Toxicity Assessment

Broadly speaking, toxicity is the degree to which a substance is poisonous. Most chemicals, toxic or otherwise, enter the body through eyes, respiratory tract, digestive tract, and skin. Two levels of toxicity are defined: acute “short‐term” exposure that initiates poisoning and chronic “long‐period” exposure that causes anemia, leukemia, and death.

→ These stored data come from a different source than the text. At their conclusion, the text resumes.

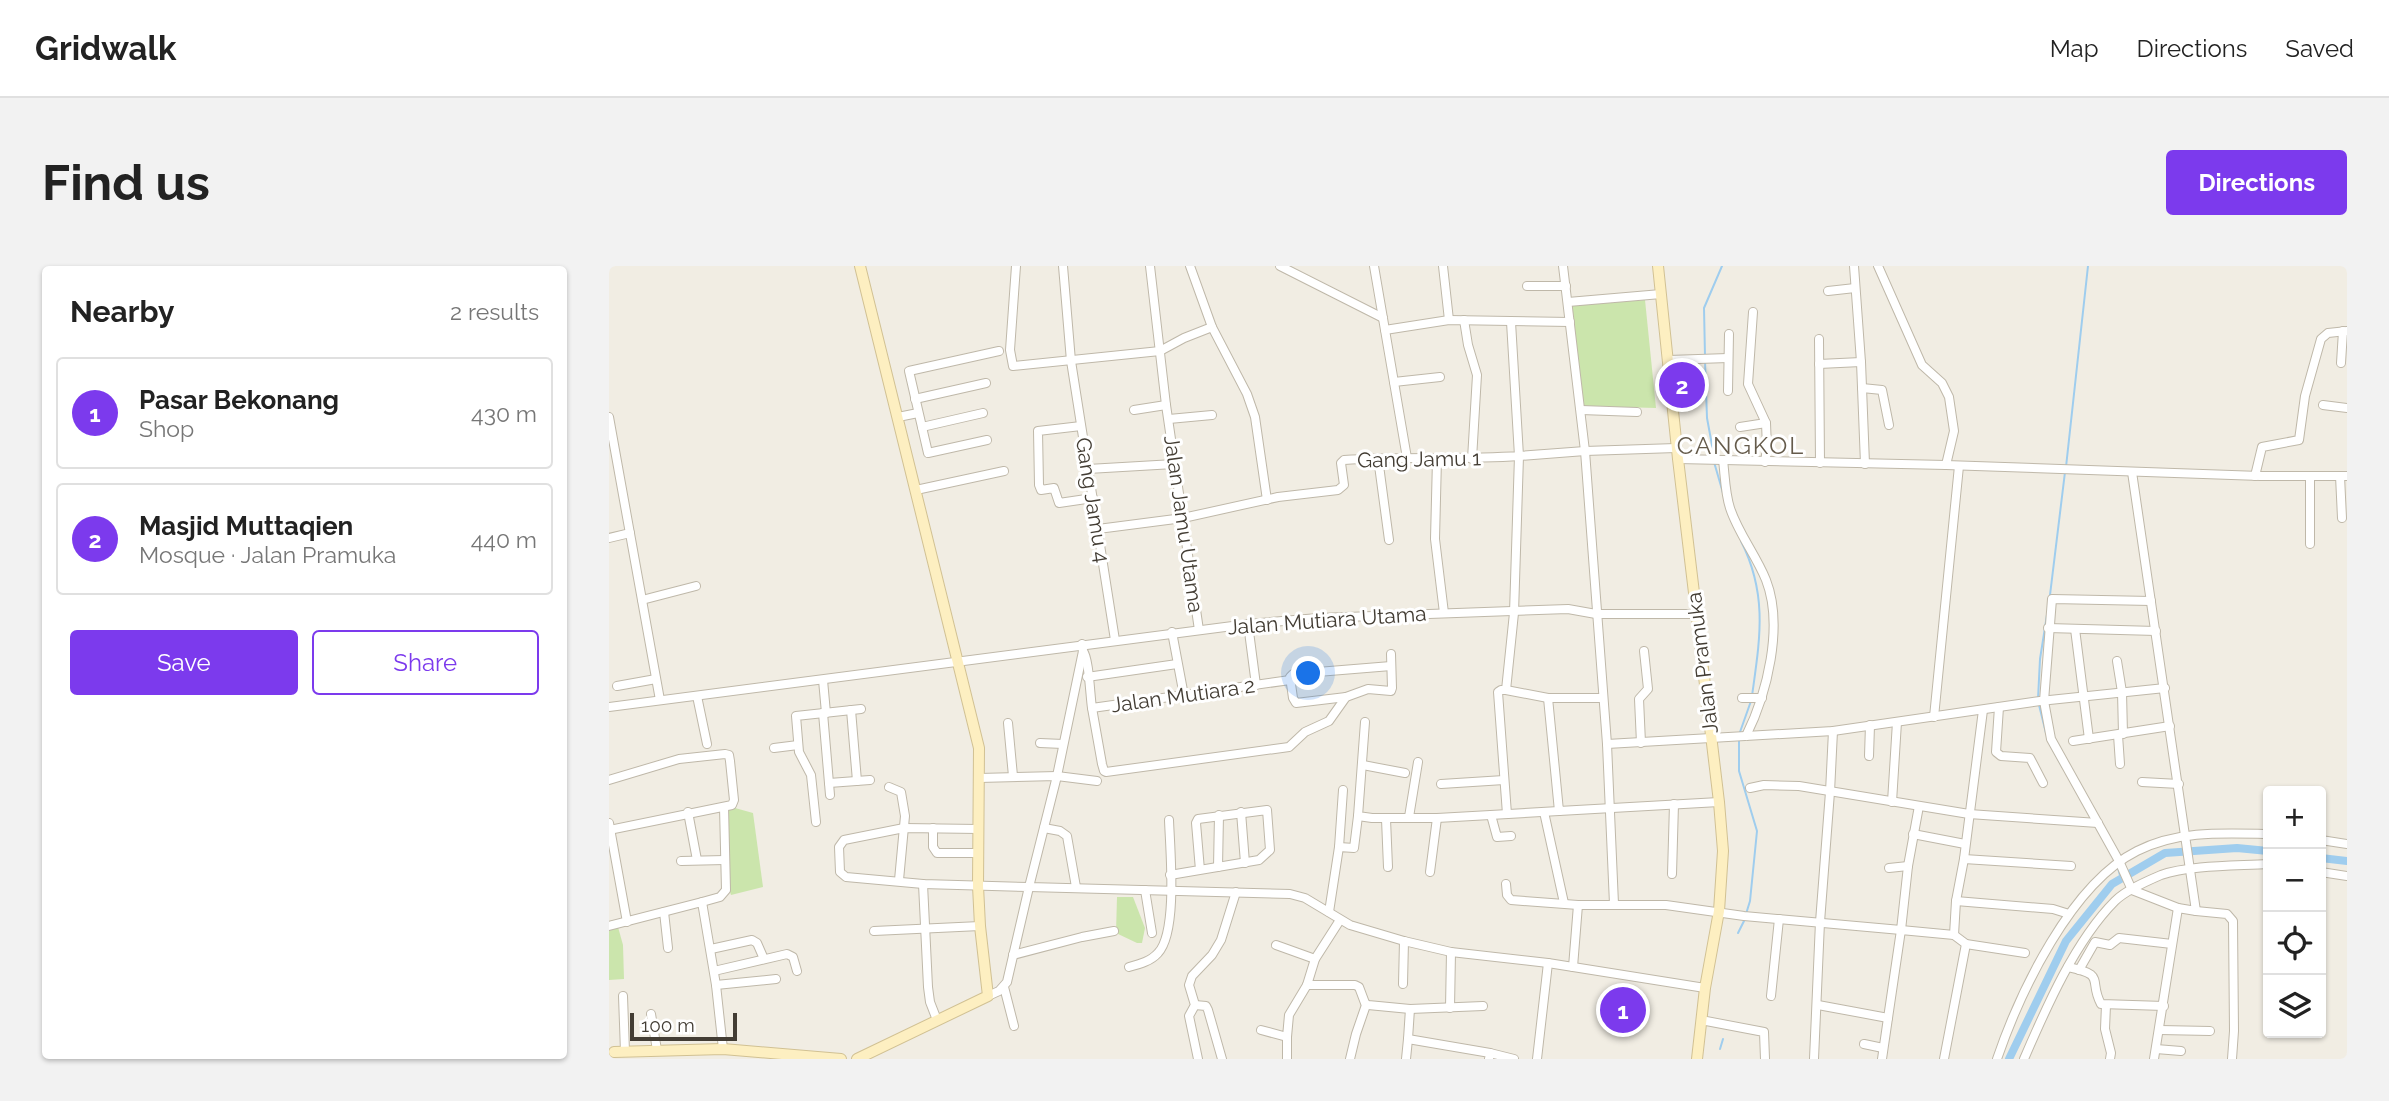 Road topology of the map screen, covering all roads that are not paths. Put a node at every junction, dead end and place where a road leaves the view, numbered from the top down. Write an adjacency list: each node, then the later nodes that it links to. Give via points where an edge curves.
1 (860, 266): 54 (street)
2 (1016, 266): 34 (street, via 1013,366)
3 (1063, 266): 34 (street, Gang Jamu 4)
4 (1150, 266): 31 (street, Jalan Jamu Utama)
5 (1190, 266): 25 (street)
6 (1280, 266): 20 (street)
7 (1374, 266): 20 (street)
8 (1443, 266): 21 (street)
9 (1563, 266): 14 (street)
10 (1658, 266): 17 (street, Jalan Pramuka)
11 (1854, 266): 15 (street)
12 (1878, 266): 74 (street, via 1922,365 1942,383 1949,397 1954,431)
13 (1527, 286): 14 (street)
14 (1566, 286): 18 (street)
15 (1855, 288): 16 (street); 35 (street)
16 (1828, 291)
17 (1661, 294): 18 (street); 33 (street, Jalan Pramuka)
18 (1568, 302): 24 (street)
19 (1753, 312): 56 (street, via 1748,384)
20 (1383, 318): 26 (street)
21 (1449, 320): 22 (street); 26 (street)
22 (1464, 320): 23 (street); 68 (street, via 1477,375)
23 (1511, 322): 24 (street); 64 (street)
24 (1570, 322): 48 (street)
25 (1212, 327): 31 (street); 84 (street, via 1255,417)
26 (1385, 330): 39 (street)
27 (2345, 331): 37 (street); 79 (street, via 2327,333 2321,339 2305,396 2299,440 2262,447)
28 (1729, 334): 32 (street)
29 (1819, 339): 36 (street)
30 (999, 351): 43 (street, via 909,371)
31 (1160, 351): 34 (street); 44 (street, Jalan Jamu Utama)
32 (1728, 358): 33 (street); 42 (street)
33 (1669, 360): 63 (street, Jalan Pramuka)
34 (1071, 361): 58 (street, Gang Jamu 4)
35 (1861, 362): 36 (street); 41 (street)
36 (1819, 363): 71 (street)
37 (2341, 363)
38 (1440, 377): 39 (street)
39 (1394, 382): 66 (street)
40 (986, 383): 43 (street)
41 (1862, 388): 57 (street, via 1882,390); 73 (street)
42 (1728, 391)
43 (915, 399): 50 (street)
44 (1166, 405): 47 (street); 55 (street, Jalan Jamu Utama)
45 (2323, 405): 46 (street)
46 (2347, 408)
47 (1133, 410)
48 (1581, 411): 49 (street); 62 (street)
49 (1637, 412)
50 (918, 413): 54 (street); 60 (street)
51 (982, 413): 60 (street)
52 (1212, 415): 55 (street, Jalan Jamu Utama)
53 (609, 417): 88 (street)
54 (898, 417): 82 (street)
55 (1169, 419): 72 (street, Jalan Jamu Utama)
56 (1766, 423): 59 (street); 70 (street)
57 (1889, 425)
58 (1081, 426): 76 (street, Gang Jamu 4); 83 (street, via 1038,431 1039,485 1041,490 1054,488 1059,503)
59 (1740, 426)
60 (922, 427): 61 (street, via 928,453)
61 (986, 440)
62 (1585, 451): 63 (street, Gang Jamu 1); 64 (street, Gang Jamu 1); 97 (street)
63 (1677, 454): 69 (street, Gang Jamu 1); 98 (street, Jalan Pramuka)
64 (1519, 456): 68 (street, Gang Jamu 1); 96 (street)
65 (1378, 458): 66 (street, Gang Jamu 1); 84 (street, Gang Jamu 1, via 1342,461 1344,485 1338,490); 90 (street)
66 (1407, 458): 67 (street, Gang Jamu 1)
67 (1437, 459): 68 (street, Gang Jamu 1); 95 (street, via 1435,539)
68 (1472, 459)
69 (1716, 460): 70 (street, Gang Jamu 1); 129 (street, via 1730,509 1757,559 1773,604)
70 (1765, 462): 71 (street, Gang Jamu 1)
71 (1820, 463): 73 (street, Gang Jamu 1)
72 (1174, 464): 76 (street); 86 (street, Jalan Jamu Utama)
73 (1865, 464): 74 (street, Gang Jamu 1)
74 (1946, 465): 75 (street, Gang Jamu 1)
75 (1959, 466): 78 (street, Gang Jamu 1); 139 (street)
76 (1089, 469): 83 (street, Gang Jamu 4)
77 (1004, 471): 82 (street)
78 (2132, 472): 79 (street, Gang Jamu 1); 94 (street)
79 (2255, 476): 81 (street, Gang Jamu 1)
80 (2343, 476): 81 (street, Gang Jamu 1); 85 (street)
81 (2310, 477): 91 (street)
82 (916, 490): 109 (street)
83 (1093, 498): 87 (street, Gang Jamu 4)
84 (1268, 500): 86 (street, Gang Jamu 1)
85 (2342, 518)
86 (1183, 519): 87 (street, Gang Jamu 1); 102 (street, Jalan Jamu Utama)
87 (1098, 529): 105 (street, Gang Jamu 4)
88 (630, 533): 89 (street); 93 (street)
89 (609, 538)
90 (1389, 540)
91 (2310, 544)
92 (696, 586): 93 (street)
93 (642, 600): 114 (street)
94 (2151, 601): 100 (street, via 2052,599); 103 (street)
95 (1444, 613): 96 (street, Jalan Mutiara Utama); 99 (street, Jalan Mutiara Utama)
96 (1514, 613): 97 (street, Jalan Mutiara Utama, via 1568,610); 120 (street)
97 (1596, 614): 98 (street, Jalan Mutiara Utama); 127 (street)
98 (1697, 614): 149 (street, Jalan Pramuka)
99 (1248, 624): 102 (street, Jalan Mutiara Utama); 118 (street)
100 (2048, 628): 101 (street); 131 (street)
101 (2075, 629): 103 (street); 124 (street)
102 (1199, 630): 104 (street, Jalan Mutiara Utama)
103 (2156, 631): 119 (street)
104 (1172, 632): 105 (street, Jalan Mutiara Utama); 111 (street)
105 (1115, 640): 106 (street, Jalan Mutiara Utama)
106 (1082, 648): 109 (street, Jalan Mutiara Utama); 113 (street, Jalan Mutiara 2, via 1088,659); 154 (street)
107 (1644, 651): 152 (street, via 1648,689 1639,699)
108 (1391, 654): 112 (street)
109 (958, 662): 115 (street, Jalan Mutiara Utama); 165 (street, via 979,748)
110 (2116, 662): 121 (street)
111 (1178, 664): 113 (street); 123 (street)
112 (1391, 666): 116 (street, Jalan Mutiara 2, via 1293,674); 125 (street, via 1391,691 1368,689)
113 (1087, 677): 133 (street, Jalan Mutiara 2)
114 (656, 679): 117 (street); 130 (street)
115 (823, 680): 122 (street, Jalan Mutiara Utama); 138 (street)
116 (1290, 680): 118 (street, Jalan Mutiara 2); 125 (street, via 1296,703)
117 (617, 685)
118 (1256, 685): 123 (street, Jalan Mutiara 2)
119 (2165, 688): 121 (street); 144 (street)
120 (1506, 690): 126 (street); 168 (street, via 1500,690 1497,699)
121 (2122, 692): 124 (street); 146 (street)
122 (697, 696): 130 (street, Jalan Mutiara Utama); 153 (street)
123 (1184, 696): 133 (street, Jalan Mutiara 2)
124 (2083, 696): 131 (street); 148 (street)
125 (1346, 697): 133 (street, via 1329,721 1305,732 1289,747 1106,772)
126 (1548, 698): 127 (street); 187 (street)
127 (1602, 698): 155 (street)
128 (1742, 698): 129 (street)
129 (1762, 698): 147 (street)
130 (660, 700): 132 (street, Jalan Mutiara Utama)
131 (2040, 702): 134 (street); 201 (street, via 2051,739)
132 (609, 707)
133 (1092, 708)
134 (1999, 708): 137 (street); 173 (street, via 1996,752 2030,758)
135 (861, 709): 136 (street)
136 (851, 710): 138 (street); 169 (street)
137 (1983, 710): 139 (street); 192 (street)
138 (825, 713): 156 (street, via 796,716); 172 (street)
139 (1934, 717): 141 (street)
140 (1365, 722): 161 (street)
141 (1897, 722): 143 (street); 182 (street)
142 (1008, 723): 163 (street)
143 (1870, 725): 145 (street); 158 (street)
144 (2171, 726): 146 (street); 175 (street)
145 (1832, 731): 147 (street); 179 (street)
146 (2120, 734): 148 (street); 160 (street)
147 (1742, 737): 149 (street)
148 (2089, 738): 150 (street)
149 (1711, 739): 152 (street); 181 (street, Jalan Pramuka)
150 (2073, 741)
151 (1040, 743): 154 (street)
152 (1641, 743): 155 (street)
153 (707, 744)
154 (1063, 744): 164 (street)
155 (1607, 744): 186 (street)
156 (798, 745): 157 (street); 200 (street, via 811,775)
157 (775, 748)
158 (1869, 756)
159 (1418, 762): 196 (street)
160 (2120, 764)
161 (1363, 765): 162 (street); 195 (street)
162 (1405, 773)
163 (1013, 776): 164 (street); 165 (street)
164 (1057, 776): 170 (street); 205 (street)
165 (979, 778): 206 (street)
166 (609, 780): 185 (street, via 661,763 725,754 729,755 734,800)
167 (870, 780): 169 (street)
168 (1504, 780): 174 (street); 191 (street)
169 (857, 781): 172 (street)
170 (1097, 781)
171 (2142, 782): 175 (street)
172 (829, 783): 180 (street)
173 (2043, 783)
174 (1441, 784)
175 (2179, 784): 210 (street)
176 (889, 786): 203 (street, via 901,792)
177 (1750, 788): 179 (street, via 1791,785)
178 (1343, 790): 214 (street)
179 (1830, 792): 182 (street); 259 (street)
180 (830, 795)
181 (1719, 802): 183 (street); 251 (street, Jalan Pramuka, via 1723,851)
182 (1892, 802): 184 (street)
183 (1674, 804): 186 (street); 232 (street)
184 (1919, 806): 192 (street); 207 (street)
185 (724, 807): 190 (street); 218 (street)
186 (1609, 807): 187 (street); 248 (street)
187 (1559, 811): 189 (street)
188 (1241, 812): 193 (street); 221 (street); 221 (street, via 1265,809 1268,813 1270,850 1259,860)
189 (1544, 812): 191 (street); 247 (street)
190 (688, 813): 202 (street); 217 (street)
191 (1507, 814): 194 (street)
192 (1969, 814): 201 (street); 212 (street)
193 (1219, 815): 225 (street); 229 (street, via 1196,823)
194 (1491, 815): 197 (street); 209 (street, via 1497,837)
195 (1358, 816): 198 (street); 214 (street, via 1354,848)
196 (1409, 817): 197 (street); 198 (street)
197 (1437, 818): 230 (street)
198 (1386, 819): 226 (street)
199 (1169, 820): 233 (street)
200 (816, 822)
201 (2098, 823): 220 (street)
202 (609, 828): 258 (street)
203 (904, 828): 204 (street); 235 (street); 235 (street, via 844,840 839,847 842,876)
204 (933, 828): 206 (street); 215 (street, via 937,853)
205 (1044, 828): 239 (street); 240 (street, via 1067,836)
206 (979, 829): 215 (street)
207 (1913, 834): 212 (street); 223 (street)
208 (2263, 834): 210 (street)
209 (1511, 836)
210 (2187, 837): 220 (street, via 2139,850); 227 (street)
211 (2326, 841): 213 (street)
212 (1965, 844): 216 (street)
213 (2347, 844)
214 (1339, 847): 254 (street)
215 (978, 853): 238 (street)
216 (1964, 859): 224 (street); 245 (street)
217 (697, 860): 218 (street); 219 (street)
218 (725, 860): 246 (street, via 724,894)
219 (681, 861)
220 (2120, 862): 241 (street); 255 (street)
221 (1245, 863): 225 (street)
222 (2263, 864): 227 (street)
223 (1908, 866): 228 (street); 264 (street)
224 (2071, 866)
225 (1218, 867): 229 (street)
226 (1388, 867)
227 (2192, 867): 241 (street); 252 (street)
228 (1889, 868)
229 (1200, 870): 233 (street)
230 (1430, 872)
231 (2326, 873): 234 (street)
232 (1672, 874)
233 (1170, 875): 243 (street)
234 (2347, 876)
235 (899, 880): 236 (street)
236 (923, 884): 238 (street); 262 (street)
237 (1506, 884): 247 (street, via 1511,900)
238 (978, 886): 239 (street); 261 (street)
239 (1029, 887): 240 (street); 276 (street)
240 (1076, 887): 242 (street)
241 (2132, 889): 250 (street); 282 (street, via 2098,921)
242 (1146, 890): 243 (street); 266 (street)
243 (1171, 890): 244 (street); 280 (street, via 1165,943 1158,954)
244 (1236, 892): 254 (street, via 1290,894); 295 (street, via 1221,940 1192,976 1189,985)
245 (1956, 901): 255 (street); 267 (street)
246 (702, 902): 253 (street); 273 (street)
247 (1564, 903): 249 (street)
248 (1614, 904): 249 (street); 251 (street)
249 (1578, 905): 281 (street)
250 (2178, 908): 252 (street); 270 (street)
251 (1719, 911): 256 (street); 291 (street, Jalan Pramuka)
252 (2196, 911): 340 (street, via 2228,914 2233,920)
253 (664, 912): 258 (street); 272 (street)
254 (1329, 912): 257 (street)
255 (2069, 914): 336 (street, via 2024,991)
256 (1779, 919): 259 (street); 294 (street)
257 (1341, 920): 268 (street); 278 (street)
258 (627, 922): 260 (street)
259 (1819, 922): 264 (street); 297 (street)
260 (609, 926)
261 (980, 926): 262 (street); 293 (street)
262 (925, 929): 263 (street); 305 (street, via 930,1002)
263 (874, 930)
264 (1901, 930): 267 (street); 304 (street)
265 (1114, 931): 276 (street)
266 (1152, 933)
267 (1954, 935): 269 (street)
268 (1404, 941): 274 (street); 287 (street)
269 (1966, 944): 275 (street); 335 (street)
270 (2172, 944): 283 (street, via 2119,939 2110,945 2095,942); 300 (street)
271 (1276, 945): 278 (street)
272 (668, 948)
273 (711, 949): 277 (street, via 752,940); 284 (street)
274 (1451, 951): 279 (street); 301 (street)
275 (2025, 953)
276 (1013, 955): 290 (street)
277 (764, 959): 284 (street); 285 (street, via 790,955)
278 (1315, 959): 289 (street)
279 (1548, 963): 281 (street); 330 (street)
280 (1129, 967)
281 (1573, 967): 291 (street)
282 (2068, 967): 283 (street); 337 (street)
283 (2079, 970): 298 (street, via 2093,976 2099,1002)
284 (714, 971): 288 (street)
285 (797, 971)
286 (776, 979): 288 (street)
287 (1403, 984)
288 (716, 985): 319 (street)
289 (1307, 985): 296 (street, via 1355,985); 311 (street, via 1289,1015)
290 (1004, 987): 293 (street); 307 (street)
291 (1705, 988): 306 (street, Jalan Pramuka)
292 (623, 996): 317 (street)
293 (988, 996): 305 (street)
294 (1771, 996)
295 (1195, 1005): 324 (street, via 1189,1016); 325 (street, via 1208,1010)
296 (1366, 1005): 302 (street); 327 (street)
297 (1818, 1005): 304 (street); 333 (street)
298 (2106, 1005): 300 (street); 338 (street)
299 (1483, 1006): 301 (street)
300 (2164, 1006): 309 (street)
301 (1450, 1008): 302 (street)
302 (1410, 1009): 312 (street)
303 (650, 1014): 318 (street)
304 (1888, 1018): 314 (street)
305 (937, 1020): 323 (street)
306 (1701, 1020): 331 (street, Jalan Pramuka); 332 (street, via 1764,1032)
307 (1014, 1026)
308 (1261, 1030): 311 (street)
309 (2160, 1030): 310 (street); 315 (street)
310 (2210, 1031)
311 (1287, 1037): 326 (street)
312 (1408, 1039): 321 (street); 328 (street)
313 (1864, 1044): 314 (street)
314 (1883, 1048): 334 (street)
315 (2156, 1049): 316 (street); 339 (street)
316 (2181, 1051)
317 (619, 1053): 318 (street)
318 (654, 1053): 319 (street)
319 (716, 1053): 320 (street)
320 (766, 1055): 322 (street)
321 (1489, 1056): 329 (street)
322 (841, 1059)
323 (857, 1059)
324 (1198, 1059)
325 (1222, 1059)
326 (1287, 1059)
327 (1350, 1059)
328 (1406, 1059)
329 (1514, 1059)
330 (1537, 1059)
331 (1697, 1059)
332 (1765, 1059)
333 (1814, 1059)
334 (1882, 1059)
335 (1944, 1059)
336 (1997, 1059)
337 (2024, 1059)
338 (2110, 1059)
339 (2154, 1059)
340 (2232, 1059)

In the context of the third stage of the risk assessment process, toxicity is defined by the dose–response relationship for each surrogate chemical. The output takes the form of mathematical constants for insertion into risk calculation equations. In addition to providing a set of mathematical constants for calculating risk, the toxicological assessment should also analyze the uncertainty inherent in these numbers and describe how this uncertainty may affect the estimates of risk.

In a prudent approach to public health protection, the EPA has built several safety factors into its methods for establishing reference doses and carcinogenic slope factors (USEPA 2002a, 2002b, 2005). Virtually, all errors of uncertainty are made in the direction of public health protection to insure that risks are overestimated rather than underestimated. Four examples of this protective approach follow:

• For noncarcinogens, extrapolation of animal reference doses to humans utilizes two safety factors of ten, one for animal‐to‐human extrapolation, a second for variation for toxic sensitivities within the human population.
• For carcinogens, the linearized multistage model assumes the upper‐bound 95% confidence level of extrapolated data (i.e. it is likely to be conservative 19 out of 20 times).
• For carcinogens, the linearized multistage model extrapolates data from the 10–90% carcinogenesis range observed in experimental animals to the regulatory target of 0.0001% carcinogenesis, a step which could overstate risk by several orders of magnitude.
• Although evidence indicate that, like noncarcinogens, nongenotoxic carcinogens have thresholds below which they fail to influence cellular differentiation or division, they are treated mathematically like genotoxic carcinogens according to the linearized multistage dose–response model.